**Requirement**
Which lines have the string "Hoge"? Copy all of them from the entries below.
::: Material supplied
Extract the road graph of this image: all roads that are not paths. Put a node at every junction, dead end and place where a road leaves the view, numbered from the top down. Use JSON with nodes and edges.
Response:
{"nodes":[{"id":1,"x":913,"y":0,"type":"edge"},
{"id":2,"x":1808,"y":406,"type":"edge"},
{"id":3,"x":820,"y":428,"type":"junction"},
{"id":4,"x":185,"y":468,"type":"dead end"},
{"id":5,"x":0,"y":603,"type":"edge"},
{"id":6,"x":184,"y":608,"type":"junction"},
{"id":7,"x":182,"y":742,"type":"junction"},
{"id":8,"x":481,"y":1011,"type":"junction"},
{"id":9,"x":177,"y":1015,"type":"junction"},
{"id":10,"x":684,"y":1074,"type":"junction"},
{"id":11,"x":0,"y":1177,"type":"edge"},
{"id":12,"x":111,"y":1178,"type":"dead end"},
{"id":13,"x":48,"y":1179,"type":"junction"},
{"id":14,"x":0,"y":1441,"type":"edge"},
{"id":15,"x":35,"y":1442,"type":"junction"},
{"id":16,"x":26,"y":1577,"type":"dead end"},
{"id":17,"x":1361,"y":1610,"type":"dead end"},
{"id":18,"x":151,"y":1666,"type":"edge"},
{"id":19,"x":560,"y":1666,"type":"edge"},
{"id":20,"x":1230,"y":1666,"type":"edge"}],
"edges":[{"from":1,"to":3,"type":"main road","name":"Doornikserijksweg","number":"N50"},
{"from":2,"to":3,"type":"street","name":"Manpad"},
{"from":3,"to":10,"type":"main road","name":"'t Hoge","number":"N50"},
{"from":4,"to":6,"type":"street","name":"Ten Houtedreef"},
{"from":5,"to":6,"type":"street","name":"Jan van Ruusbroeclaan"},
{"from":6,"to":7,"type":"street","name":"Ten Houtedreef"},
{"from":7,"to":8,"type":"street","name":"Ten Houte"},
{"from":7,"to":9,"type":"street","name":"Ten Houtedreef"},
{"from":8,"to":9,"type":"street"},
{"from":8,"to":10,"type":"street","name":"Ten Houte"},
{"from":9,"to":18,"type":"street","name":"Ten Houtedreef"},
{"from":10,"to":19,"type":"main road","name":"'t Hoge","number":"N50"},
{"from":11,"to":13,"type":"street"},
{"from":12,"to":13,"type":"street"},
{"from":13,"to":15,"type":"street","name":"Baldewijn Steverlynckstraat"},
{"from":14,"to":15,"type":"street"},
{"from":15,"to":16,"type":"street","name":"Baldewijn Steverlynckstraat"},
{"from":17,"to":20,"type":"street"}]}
::::::
**Task answer**
{"from":3,"to":10,"type":"main road","name":"'t Hoge","number":"N50"},
{"from":10,"to":19,"type":"main road","name":"'t Hoge","number":"N50"},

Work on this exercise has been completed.